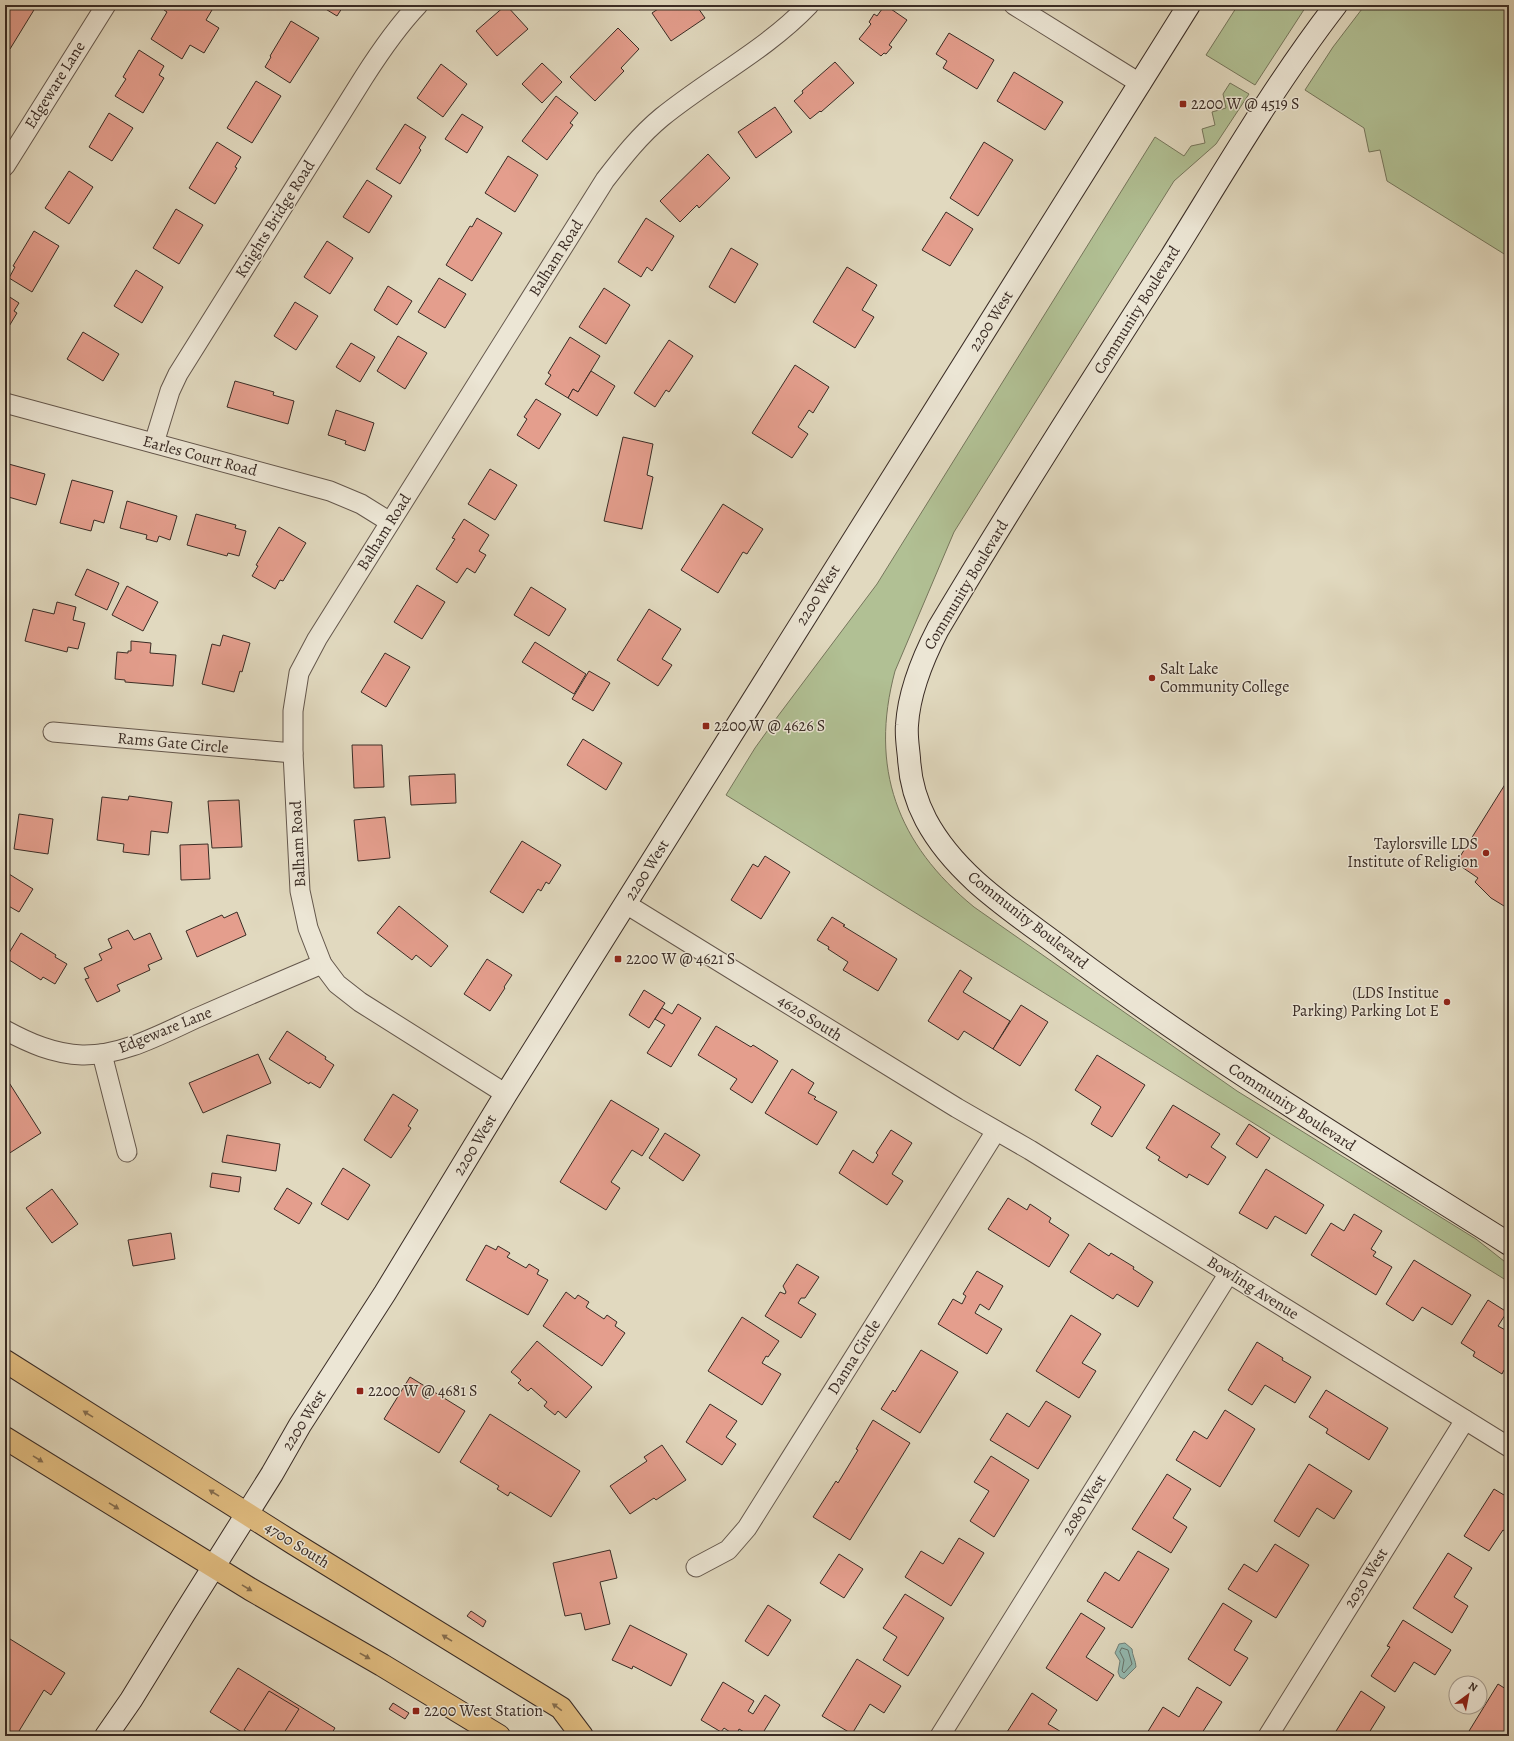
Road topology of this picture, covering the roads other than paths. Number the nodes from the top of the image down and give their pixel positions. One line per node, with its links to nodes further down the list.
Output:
1 (106, 5): 8 (street, Edgeware Lane)
2 (418, 5): 10 (street, Knights Bridge Road)
3 (809, 5): 11 (street, Balham Road)
4 (1014, 5): 7 (street)
5 (1189, 5): 7 (street, 2200 West)
6 (1336, 5): 21 (street, Community Boulevard)
7 (1140, 84): 14 (street, 2200 West)
8 (5, 166)
9 (5, 403): 10 (street, Earles Court Road)
10 (154, 443): 11 (street, Earles Court Road)
11 (390, 522): 13 (street, Balham Road)
12 (53, 732): 13 (street, Rams Gate Circle)
13 (293, 753): 15 (street, Balham Road)
14 (626, 904): 18 (street, 2200 West); 19 (street, 4620 South)
15 (322, 964): 17 (street, Edgeware Lane); 18 (street, Balham Road)
16 (5, 1030): 17 (street, Edgeware Lane)
17 (102, 1054): 20 (street)
18 (506, 1094): 27 (street, 2200 West)
19 (996, 1130): 22 (street, Bowling Avenue); 28 (street, Danna Circle)
20 (127, 1152)
21 (1509, 1244)
22 (1229, 1273): 24 (street, Bowling Avenue); 33 (street, 2080 West)
23 (5, 1361): 27 (main road, 4700 South, one-way to 23)
24 (1465, 1420): 26 (street, Bowling Avenue); 34 (street, 2030 West)
25 (5, 1438): 29 (main road, one-way to 29)
26 (1509, 1447)
27 (247, 1514): 29 (street, 2200 West); 32 (main road, 4700 South, one-way to 27)
28 (696, 1566)
29 (214, 1567): 30 (street, 2200 West); 31 (main road, one-way to 31)
30 (106, 1736)
31 (500, 1736)
32 (582, 1736)
33 (940, 1736)
34 (1268, 1736)

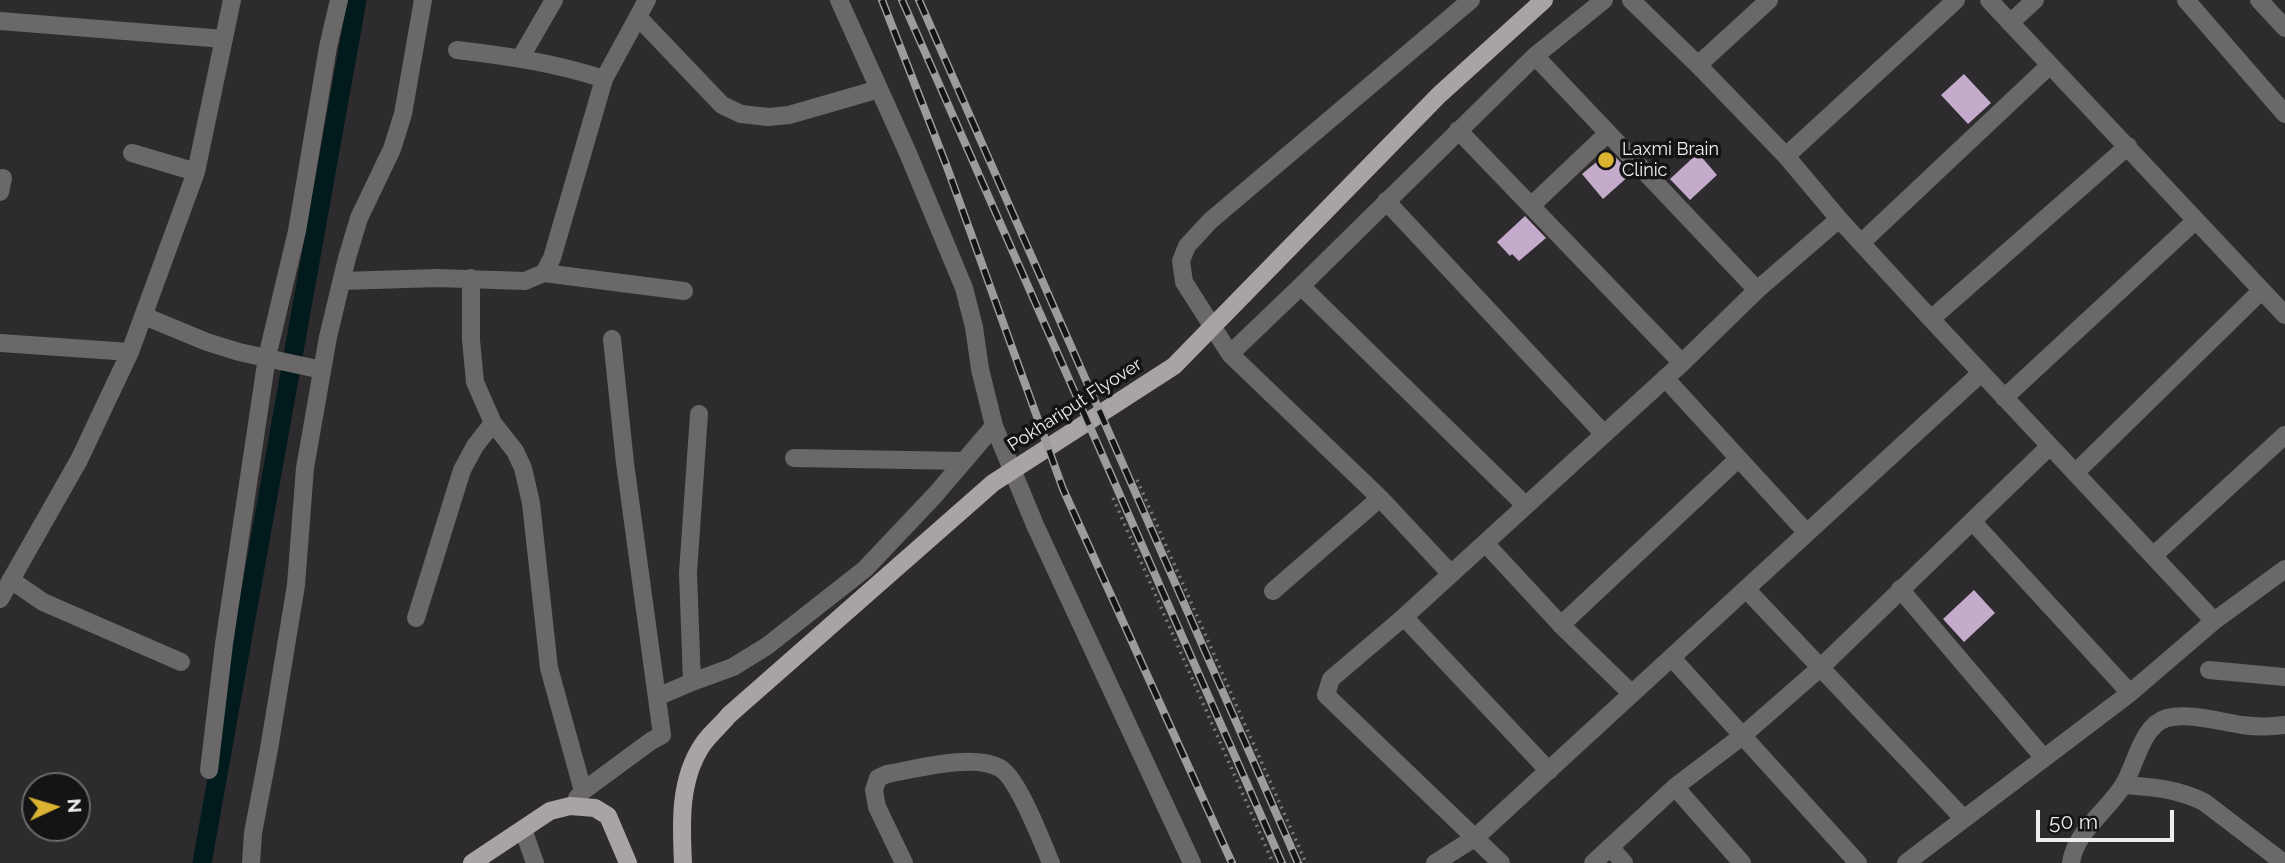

#####

● Action item: The entries are to be transcribed in full. Their pictures are not.

● Result for this exercise:
Road topology of this picture, covering the roads other than paths. Number the nodes from the top of the image down and give their pixel positions. One line per node, with its links to nodes further down the list.
Output:
1 (106, 5): 8 (street, Edgeware Lane)
2 (418, 5): 10 (street, Knights Bridge Road)
3 (809, 5): 11 (street, Balham Road)
4 (1014, 5): 7 (street)
5 (1189, 5): 7 (street, 2200 West)
6 (1336, 5): 21 (street, Community Boulevard)
7 (1140, 84): 14 (street, 2200 West)
8 (5, 166)
9 (5, 403): 10 (street, Earles Court Road)
10 (154, 443): 11 (street, Earles Court Road)
11 (390, 522): 13 (street, Balham Road)
12 (53, 732): 13 (street, Rams Gate Circle)
13 (293, 753): 15 (street, Balham Road)
14 (626, 904): 18 (street, 2200 West); 19 (street, 4620 South)
15 (322, 964): 17 (street, Edgeware Lane); 18 (street, Balham Road)
16 (5, 1030): 17 (street, Edgeware Lane)
17 (102, 1054): 20 (street)
18 (506, 1094): 27 (street, 2200 West)
19 (996, 1130): 22 (street, Bowling Avenue); 28 (street, Danna Circle)
20 (127, 1152)
21 (1509, 1244)
22 (1229, 1273): 24 (street, Bowling Avenue); 33 (street, 2080 West)
23 (5, 1361): 27 (main road, 4700 South, one-way to 23)
24 (1465, 1420): 26 (street, Bowling Avenue); 34 (street, 2030 West)
25 (5, 1438): 29 (main road, one-way to 29)
26 (1509, 1447)
27 (247, 1514): 29 (street, 2200 West); 32 (main road, 4700 South, one-way to 27)
28 (696, 1566)
29 (214, 1567): 30 (street, 2200 West); 31 (main road, one-way to 31)
30 (106, 1736)
31 (500, 1736)
32 (582, 1736)
33 (940, 1736)
34 (1268, 1736)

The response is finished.